**** EXTRACTED MATERIAL ****

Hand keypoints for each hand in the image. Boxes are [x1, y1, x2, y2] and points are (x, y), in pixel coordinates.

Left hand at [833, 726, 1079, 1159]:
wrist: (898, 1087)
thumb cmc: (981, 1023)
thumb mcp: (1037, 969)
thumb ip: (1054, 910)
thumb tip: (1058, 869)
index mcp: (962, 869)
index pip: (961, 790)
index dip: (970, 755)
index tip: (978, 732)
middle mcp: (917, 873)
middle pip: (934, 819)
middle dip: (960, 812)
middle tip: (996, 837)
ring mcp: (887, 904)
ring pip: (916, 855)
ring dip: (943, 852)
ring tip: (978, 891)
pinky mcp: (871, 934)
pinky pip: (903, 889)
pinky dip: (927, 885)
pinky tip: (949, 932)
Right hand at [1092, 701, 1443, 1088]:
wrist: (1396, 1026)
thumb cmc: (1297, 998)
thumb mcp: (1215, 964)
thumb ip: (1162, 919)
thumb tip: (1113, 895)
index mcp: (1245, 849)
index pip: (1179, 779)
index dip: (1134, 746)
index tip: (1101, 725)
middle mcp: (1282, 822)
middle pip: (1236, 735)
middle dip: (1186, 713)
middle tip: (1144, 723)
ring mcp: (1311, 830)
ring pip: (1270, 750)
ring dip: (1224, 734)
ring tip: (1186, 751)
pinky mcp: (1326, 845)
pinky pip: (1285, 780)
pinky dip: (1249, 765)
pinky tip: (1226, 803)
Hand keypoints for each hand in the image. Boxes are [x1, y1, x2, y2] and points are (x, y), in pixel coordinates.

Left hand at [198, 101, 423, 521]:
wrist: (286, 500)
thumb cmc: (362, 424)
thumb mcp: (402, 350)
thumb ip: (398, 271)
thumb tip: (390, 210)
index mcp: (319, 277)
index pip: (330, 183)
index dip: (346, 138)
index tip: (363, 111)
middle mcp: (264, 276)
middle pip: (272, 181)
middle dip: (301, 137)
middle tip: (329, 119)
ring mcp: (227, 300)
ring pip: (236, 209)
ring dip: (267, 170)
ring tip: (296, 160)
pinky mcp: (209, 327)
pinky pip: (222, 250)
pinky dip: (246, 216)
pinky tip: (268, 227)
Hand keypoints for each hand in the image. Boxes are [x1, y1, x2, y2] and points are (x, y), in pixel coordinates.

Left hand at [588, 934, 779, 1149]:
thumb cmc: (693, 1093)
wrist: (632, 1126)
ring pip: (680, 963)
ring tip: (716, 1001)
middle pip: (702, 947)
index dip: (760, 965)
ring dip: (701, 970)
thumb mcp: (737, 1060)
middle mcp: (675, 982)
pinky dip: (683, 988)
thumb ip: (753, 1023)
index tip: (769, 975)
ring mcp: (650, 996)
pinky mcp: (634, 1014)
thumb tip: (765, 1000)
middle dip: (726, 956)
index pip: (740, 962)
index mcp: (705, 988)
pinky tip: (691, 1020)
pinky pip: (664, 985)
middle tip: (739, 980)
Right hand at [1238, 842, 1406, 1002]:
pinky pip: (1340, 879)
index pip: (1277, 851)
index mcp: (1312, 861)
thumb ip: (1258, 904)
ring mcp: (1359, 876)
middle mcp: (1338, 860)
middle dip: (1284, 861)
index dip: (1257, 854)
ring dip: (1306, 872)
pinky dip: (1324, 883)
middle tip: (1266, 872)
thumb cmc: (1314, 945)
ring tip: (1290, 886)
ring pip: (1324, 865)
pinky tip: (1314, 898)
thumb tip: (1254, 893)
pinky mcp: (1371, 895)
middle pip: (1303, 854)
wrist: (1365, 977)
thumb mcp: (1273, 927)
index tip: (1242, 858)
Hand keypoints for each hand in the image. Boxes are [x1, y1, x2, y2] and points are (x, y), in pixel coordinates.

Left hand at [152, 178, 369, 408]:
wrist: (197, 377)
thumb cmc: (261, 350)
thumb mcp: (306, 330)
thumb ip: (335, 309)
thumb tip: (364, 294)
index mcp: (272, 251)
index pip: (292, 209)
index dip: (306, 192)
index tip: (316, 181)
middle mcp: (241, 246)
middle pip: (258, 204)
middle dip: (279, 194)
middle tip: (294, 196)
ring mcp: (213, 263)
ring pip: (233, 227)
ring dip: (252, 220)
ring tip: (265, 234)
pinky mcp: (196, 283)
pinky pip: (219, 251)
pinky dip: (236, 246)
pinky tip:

****

- TASK STATEMENT: Only the number is wanted: how many lines of the material above include the word "Left"?

- SOLUTION: 4